# The lick Rusty Cooley borrowed from Shawn Lane and Plays Very Often



## MetalMike (Feb 9, 2007)

I tabbed out what I consider to be Rusty's most overused lick alongside Shawn Lane's version of that same lick. It's a parallel diminished shape and isn't all that difficult to play but sounds kinda cool. The end of the guitar solo in war cry conveys this idea very nicely. It's a nice start for those trying to get into playing in the style of RC. You can get it up to or close to Rusty speed quickly.

Edit: Since this is on topic, I thought I'd post some transcriptions of excerpts from various "super shredders" that I've either tabbed out myself or gathered.

I haven't finished tabbing out 'The Never' yet.


----------



## God Hand Apostle (Feb 9, 2007)

Interesting.

Whoa! Now there are 4! I only saw one before...

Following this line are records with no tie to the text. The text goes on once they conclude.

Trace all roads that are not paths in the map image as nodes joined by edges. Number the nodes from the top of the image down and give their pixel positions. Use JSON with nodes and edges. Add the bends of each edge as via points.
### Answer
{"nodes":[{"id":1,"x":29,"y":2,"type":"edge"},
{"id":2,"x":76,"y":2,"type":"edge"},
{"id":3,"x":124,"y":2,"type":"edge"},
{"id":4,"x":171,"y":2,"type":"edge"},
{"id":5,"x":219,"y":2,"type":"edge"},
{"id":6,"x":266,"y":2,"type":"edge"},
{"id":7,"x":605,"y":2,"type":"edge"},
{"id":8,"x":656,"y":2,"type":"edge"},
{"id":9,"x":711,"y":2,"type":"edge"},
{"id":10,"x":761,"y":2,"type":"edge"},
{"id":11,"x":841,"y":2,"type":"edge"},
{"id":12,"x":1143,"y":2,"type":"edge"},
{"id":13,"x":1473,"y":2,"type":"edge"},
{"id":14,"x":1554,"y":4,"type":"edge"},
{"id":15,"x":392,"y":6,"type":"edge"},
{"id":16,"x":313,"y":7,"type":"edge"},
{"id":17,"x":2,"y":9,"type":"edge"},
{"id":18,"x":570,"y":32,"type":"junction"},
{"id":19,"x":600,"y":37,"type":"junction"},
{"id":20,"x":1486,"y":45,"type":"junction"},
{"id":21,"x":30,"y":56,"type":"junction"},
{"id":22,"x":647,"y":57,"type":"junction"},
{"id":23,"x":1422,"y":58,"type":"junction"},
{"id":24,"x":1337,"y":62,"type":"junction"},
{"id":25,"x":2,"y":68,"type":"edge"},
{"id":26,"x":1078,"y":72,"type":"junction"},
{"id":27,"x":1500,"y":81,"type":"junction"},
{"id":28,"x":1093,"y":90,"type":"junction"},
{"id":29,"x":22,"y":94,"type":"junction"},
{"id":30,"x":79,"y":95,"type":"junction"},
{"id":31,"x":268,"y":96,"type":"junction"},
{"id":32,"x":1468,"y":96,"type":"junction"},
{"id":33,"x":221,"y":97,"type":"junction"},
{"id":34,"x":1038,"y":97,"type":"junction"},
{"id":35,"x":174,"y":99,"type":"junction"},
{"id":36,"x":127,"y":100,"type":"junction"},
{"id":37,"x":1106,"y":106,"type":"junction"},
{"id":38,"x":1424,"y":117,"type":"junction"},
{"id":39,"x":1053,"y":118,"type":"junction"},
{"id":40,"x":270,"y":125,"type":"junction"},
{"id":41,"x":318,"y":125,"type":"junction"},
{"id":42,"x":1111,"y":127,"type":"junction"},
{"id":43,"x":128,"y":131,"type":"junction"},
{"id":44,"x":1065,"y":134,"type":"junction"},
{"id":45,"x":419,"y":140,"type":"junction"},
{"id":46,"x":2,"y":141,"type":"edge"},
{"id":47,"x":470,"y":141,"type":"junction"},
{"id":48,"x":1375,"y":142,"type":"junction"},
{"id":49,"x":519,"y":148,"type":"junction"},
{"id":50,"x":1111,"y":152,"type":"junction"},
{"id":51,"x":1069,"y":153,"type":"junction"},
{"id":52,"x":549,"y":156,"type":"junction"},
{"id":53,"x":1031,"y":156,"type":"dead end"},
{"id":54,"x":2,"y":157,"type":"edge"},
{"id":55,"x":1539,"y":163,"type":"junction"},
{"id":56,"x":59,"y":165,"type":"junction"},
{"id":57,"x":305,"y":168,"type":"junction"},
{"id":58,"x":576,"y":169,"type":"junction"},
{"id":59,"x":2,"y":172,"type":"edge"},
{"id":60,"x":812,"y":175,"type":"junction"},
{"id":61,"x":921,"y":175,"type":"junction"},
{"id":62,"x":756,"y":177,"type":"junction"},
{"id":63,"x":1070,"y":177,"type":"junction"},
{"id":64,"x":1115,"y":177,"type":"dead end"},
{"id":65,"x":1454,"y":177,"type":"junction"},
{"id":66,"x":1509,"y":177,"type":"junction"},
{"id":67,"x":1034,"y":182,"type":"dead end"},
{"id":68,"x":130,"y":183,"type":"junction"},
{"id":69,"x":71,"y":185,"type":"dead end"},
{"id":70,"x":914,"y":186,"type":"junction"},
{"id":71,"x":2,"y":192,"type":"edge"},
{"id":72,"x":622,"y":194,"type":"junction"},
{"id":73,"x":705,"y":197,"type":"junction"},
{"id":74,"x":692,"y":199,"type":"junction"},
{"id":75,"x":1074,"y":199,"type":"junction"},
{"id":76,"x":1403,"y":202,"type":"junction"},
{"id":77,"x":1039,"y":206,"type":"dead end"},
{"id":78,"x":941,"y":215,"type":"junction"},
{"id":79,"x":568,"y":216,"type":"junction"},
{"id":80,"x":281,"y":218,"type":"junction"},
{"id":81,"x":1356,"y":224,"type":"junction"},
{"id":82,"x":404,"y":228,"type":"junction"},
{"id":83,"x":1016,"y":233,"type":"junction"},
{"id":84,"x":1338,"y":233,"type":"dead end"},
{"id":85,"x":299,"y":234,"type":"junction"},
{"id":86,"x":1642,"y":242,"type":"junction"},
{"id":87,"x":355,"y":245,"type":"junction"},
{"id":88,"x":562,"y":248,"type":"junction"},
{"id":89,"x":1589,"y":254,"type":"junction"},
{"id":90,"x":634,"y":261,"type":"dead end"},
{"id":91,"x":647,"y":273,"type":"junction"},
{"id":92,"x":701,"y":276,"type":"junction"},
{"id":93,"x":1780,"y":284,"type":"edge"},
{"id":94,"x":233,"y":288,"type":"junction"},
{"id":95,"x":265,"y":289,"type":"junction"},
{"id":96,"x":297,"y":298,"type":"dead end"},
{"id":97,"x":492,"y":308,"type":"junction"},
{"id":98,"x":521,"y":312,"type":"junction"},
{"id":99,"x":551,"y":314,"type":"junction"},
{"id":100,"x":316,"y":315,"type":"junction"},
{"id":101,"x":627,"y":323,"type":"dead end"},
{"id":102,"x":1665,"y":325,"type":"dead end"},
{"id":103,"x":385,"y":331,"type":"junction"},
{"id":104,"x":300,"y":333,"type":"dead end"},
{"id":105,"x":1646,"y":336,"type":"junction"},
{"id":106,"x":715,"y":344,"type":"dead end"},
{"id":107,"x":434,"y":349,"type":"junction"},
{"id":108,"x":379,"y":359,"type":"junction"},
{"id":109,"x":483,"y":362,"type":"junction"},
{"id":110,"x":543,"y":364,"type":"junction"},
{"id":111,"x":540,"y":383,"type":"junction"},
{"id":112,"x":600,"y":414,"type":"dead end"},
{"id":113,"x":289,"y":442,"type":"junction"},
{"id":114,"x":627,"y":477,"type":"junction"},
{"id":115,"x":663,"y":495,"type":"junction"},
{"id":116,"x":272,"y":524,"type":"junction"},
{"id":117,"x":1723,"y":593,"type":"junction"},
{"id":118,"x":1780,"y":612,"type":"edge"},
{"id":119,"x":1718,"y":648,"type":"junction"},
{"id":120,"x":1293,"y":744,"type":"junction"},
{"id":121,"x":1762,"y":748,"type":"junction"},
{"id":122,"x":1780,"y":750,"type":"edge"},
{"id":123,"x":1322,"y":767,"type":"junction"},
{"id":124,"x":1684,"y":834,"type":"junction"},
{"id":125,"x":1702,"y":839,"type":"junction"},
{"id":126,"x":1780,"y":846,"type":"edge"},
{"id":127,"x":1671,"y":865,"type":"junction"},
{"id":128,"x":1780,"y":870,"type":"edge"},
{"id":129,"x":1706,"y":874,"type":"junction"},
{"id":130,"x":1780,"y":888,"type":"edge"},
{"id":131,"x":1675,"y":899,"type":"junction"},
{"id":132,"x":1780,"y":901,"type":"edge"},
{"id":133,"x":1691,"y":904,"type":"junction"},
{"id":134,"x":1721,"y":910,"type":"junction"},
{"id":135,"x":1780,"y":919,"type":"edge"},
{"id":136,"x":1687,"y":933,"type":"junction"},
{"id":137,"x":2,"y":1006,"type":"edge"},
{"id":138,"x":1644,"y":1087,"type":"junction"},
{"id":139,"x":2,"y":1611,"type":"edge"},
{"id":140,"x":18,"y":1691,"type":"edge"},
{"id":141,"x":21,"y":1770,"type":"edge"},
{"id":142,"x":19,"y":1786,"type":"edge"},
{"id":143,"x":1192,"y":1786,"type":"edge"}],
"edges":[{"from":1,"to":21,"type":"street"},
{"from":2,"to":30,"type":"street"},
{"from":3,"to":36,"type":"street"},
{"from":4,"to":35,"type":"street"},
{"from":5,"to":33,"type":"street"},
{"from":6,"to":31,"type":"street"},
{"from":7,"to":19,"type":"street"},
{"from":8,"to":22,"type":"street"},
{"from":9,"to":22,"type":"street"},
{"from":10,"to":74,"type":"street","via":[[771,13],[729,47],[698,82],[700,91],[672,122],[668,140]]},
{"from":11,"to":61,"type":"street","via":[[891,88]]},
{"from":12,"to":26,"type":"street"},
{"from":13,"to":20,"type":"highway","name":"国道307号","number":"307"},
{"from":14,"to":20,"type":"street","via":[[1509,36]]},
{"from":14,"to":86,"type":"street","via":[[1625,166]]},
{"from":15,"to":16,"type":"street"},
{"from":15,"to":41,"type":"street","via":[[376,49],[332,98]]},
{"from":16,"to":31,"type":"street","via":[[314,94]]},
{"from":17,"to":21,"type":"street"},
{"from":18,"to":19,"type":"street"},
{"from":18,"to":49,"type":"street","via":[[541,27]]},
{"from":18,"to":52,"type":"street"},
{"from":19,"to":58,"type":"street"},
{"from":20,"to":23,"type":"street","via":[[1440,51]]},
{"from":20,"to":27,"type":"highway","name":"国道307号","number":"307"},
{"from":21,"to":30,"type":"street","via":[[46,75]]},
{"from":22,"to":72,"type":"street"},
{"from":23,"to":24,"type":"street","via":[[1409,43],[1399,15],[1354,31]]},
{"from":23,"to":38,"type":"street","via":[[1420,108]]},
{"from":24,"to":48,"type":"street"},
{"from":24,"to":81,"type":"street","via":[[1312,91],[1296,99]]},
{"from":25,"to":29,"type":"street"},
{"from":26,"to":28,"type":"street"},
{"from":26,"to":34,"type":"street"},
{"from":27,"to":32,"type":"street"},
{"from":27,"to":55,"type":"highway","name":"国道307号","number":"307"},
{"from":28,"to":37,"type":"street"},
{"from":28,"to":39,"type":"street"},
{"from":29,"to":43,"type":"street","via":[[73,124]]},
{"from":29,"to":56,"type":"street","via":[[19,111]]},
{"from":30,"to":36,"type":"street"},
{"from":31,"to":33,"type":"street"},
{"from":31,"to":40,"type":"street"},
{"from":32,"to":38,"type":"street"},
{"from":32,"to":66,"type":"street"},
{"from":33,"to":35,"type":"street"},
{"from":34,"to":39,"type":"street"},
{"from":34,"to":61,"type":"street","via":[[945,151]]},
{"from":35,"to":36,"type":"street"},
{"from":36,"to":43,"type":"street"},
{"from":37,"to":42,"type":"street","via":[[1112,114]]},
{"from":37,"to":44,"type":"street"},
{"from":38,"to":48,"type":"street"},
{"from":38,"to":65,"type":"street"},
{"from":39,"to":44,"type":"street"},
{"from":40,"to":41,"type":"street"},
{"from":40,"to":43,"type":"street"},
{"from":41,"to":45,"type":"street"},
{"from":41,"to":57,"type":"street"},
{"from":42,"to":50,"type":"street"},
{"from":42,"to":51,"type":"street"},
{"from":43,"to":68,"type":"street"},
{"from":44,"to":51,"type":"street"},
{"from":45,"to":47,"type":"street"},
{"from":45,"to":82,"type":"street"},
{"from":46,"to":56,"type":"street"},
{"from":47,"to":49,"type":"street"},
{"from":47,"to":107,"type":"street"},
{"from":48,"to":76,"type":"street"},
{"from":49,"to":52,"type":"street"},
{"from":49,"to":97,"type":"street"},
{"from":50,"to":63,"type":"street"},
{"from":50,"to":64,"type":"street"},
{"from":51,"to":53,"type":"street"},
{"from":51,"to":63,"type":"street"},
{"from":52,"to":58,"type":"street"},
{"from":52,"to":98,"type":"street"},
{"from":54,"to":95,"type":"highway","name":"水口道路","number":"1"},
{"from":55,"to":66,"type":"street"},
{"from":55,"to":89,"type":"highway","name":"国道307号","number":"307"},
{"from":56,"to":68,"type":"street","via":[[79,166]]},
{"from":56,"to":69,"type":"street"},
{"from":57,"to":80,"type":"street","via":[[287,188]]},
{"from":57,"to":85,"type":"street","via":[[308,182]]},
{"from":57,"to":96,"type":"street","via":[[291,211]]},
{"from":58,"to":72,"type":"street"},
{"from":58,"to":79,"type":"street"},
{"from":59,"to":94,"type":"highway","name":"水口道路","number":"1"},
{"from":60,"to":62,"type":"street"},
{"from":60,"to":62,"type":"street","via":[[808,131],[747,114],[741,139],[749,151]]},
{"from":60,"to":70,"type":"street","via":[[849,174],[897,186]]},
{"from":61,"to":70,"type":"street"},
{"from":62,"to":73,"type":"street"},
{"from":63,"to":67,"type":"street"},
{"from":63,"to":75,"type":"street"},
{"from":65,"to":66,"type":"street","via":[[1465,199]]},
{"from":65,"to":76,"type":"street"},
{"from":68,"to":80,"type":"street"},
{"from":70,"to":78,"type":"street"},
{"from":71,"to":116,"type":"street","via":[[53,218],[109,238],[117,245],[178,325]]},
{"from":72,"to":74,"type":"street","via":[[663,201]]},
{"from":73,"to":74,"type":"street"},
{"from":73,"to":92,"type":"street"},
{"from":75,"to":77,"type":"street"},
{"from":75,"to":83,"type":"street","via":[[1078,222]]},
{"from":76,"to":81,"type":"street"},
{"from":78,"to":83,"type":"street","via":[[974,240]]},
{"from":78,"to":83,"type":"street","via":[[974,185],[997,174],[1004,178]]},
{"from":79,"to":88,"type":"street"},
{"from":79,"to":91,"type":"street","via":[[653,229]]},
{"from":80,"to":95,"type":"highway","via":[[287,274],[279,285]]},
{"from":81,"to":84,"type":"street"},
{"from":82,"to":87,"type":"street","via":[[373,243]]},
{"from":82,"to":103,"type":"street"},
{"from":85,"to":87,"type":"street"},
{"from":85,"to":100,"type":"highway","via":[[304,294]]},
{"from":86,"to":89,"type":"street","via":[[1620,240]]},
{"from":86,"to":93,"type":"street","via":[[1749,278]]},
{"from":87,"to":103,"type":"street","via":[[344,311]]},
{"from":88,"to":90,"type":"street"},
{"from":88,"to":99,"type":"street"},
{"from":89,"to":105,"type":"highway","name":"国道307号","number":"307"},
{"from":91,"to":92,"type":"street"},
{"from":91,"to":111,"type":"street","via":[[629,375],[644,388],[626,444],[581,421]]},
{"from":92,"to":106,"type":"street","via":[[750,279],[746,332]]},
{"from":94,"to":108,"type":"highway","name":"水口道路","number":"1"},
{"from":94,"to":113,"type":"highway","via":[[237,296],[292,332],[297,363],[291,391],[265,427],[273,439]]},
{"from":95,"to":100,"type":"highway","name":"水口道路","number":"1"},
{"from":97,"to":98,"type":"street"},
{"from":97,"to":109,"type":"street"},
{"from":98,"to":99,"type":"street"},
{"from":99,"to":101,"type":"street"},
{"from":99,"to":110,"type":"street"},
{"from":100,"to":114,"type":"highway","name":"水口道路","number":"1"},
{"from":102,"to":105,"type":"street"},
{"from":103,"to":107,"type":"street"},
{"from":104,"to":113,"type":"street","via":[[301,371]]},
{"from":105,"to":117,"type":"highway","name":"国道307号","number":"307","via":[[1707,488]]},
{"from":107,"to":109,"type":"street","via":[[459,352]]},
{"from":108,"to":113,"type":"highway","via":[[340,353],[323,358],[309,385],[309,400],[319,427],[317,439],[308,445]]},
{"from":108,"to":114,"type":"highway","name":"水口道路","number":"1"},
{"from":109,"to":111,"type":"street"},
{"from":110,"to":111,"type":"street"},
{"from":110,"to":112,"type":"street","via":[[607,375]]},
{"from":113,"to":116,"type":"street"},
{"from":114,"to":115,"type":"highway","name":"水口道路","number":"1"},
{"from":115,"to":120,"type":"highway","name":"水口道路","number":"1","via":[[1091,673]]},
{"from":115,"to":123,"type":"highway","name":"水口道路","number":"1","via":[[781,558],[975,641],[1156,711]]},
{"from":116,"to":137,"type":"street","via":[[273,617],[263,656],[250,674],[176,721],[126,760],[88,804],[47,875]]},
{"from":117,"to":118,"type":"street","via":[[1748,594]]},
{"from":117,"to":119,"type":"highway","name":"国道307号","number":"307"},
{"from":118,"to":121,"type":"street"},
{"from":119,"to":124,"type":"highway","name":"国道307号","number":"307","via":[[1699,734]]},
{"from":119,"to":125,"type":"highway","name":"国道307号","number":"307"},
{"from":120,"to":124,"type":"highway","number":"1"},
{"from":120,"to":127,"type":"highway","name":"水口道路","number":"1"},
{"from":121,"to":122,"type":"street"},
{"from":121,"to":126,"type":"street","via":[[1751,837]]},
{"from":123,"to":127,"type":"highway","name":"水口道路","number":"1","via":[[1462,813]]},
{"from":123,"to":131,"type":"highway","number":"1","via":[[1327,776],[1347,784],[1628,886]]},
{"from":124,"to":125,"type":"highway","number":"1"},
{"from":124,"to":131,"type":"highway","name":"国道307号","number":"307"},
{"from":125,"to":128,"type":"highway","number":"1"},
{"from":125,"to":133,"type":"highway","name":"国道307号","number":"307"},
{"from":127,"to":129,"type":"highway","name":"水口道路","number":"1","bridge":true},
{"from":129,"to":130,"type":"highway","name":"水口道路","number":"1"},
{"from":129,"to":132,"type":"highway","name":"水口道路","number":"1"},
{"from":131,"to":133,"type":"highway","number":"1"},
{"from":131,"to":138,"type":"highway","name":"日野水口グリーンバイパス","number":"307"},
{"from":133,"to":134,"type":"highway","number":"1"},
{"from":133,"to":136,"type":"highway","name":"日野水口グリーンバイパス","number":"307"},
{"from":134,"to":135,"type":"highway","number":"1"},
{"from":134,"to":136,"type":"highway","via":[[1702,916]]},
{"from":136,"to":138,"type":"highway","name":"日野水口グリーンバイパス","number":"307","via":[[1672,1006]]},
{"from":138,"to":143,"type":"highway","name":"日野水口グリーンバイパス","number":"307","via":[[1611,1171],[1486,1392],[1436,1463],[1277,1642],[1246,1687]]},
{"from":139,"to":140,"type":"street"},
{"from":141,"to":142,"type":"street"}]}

Friday night shut-in guitar night is getting more and more fun! Thanks brah!


----------



## johnw (Feb 9, 2007)

Is that guitarpro or what? I can't seem to view them. Thx


----------



## OzzyC (Feb 9, 2007)

johnw said:


> Is that guitarpro or what? I can't seem to view them. Thx



its in powertab format
download it


----------



## johnw (Feb 9, 2007)

Thanks OzzyC


----------



## SnowfaLL (Feb 10, 2007)

You can transpose powertab to guitarpro by going in File > Import > Powertab

Do most of you guys use powertab or GP here? I might try to tab out alot of Marty Friedman licks/tendencies and post them here


----------



## OzzyC (Feb 10, 2007)

NickCormier said:


> You can transpose powertab to guitarpro by going in File > Import > Powertab



seeing as he couldnt read it i suppose he had neither....and if im wrong it doesnt hurt to have both


----------



## SnowfaLL (Feb 10, 2007)

OzzyC said:


> seeing as he couldnt read it i suppose he had neither....and if im wrong it doesnt hurt to have both



I figured he meant it as he has guitarpro but for some reason it wasnt working on his version by just saving it and trying to open it normally, but oh well.


----------



## DDDorian (Feb 10, 2007)

I'd say most people use Powertab as it's free. I use Guitar Pro as I think it has better features and it opens Powertab files. If anyone knows a way to convert Guitar Pro files to Powertab it would be greatly appreciated!


----------



## Mastodon (Feb 10, 2007)

I use Guitar Pro 5 because it has alot of useful features, a great interface, and it's free...er I mean...I'm not a pirate, I paid good money for it.


----------



## distressed_romeo (Feb 10, 2007)

Good stuff dude!

That stretchy diminished fingering does creep up a lot in both Lane and Cooley's solos, but fortunately there are plenty of ways to vary it.


----------



## Wiz (Feb 17, 2007)

yeah the sweeping in riders seems pretty hardcore.


----------



## guitarplayerone (Feb 19, 2007)

MetalMike said:


> I tabbed out what I consider to be Rusty's most overused lick alongside Shawn Lane's version of that same lick. It's a parallel diminished shape and isn't all that difficult to play but sounds kinda cool. TheI haven't finished tabbing out 'The Never' yet.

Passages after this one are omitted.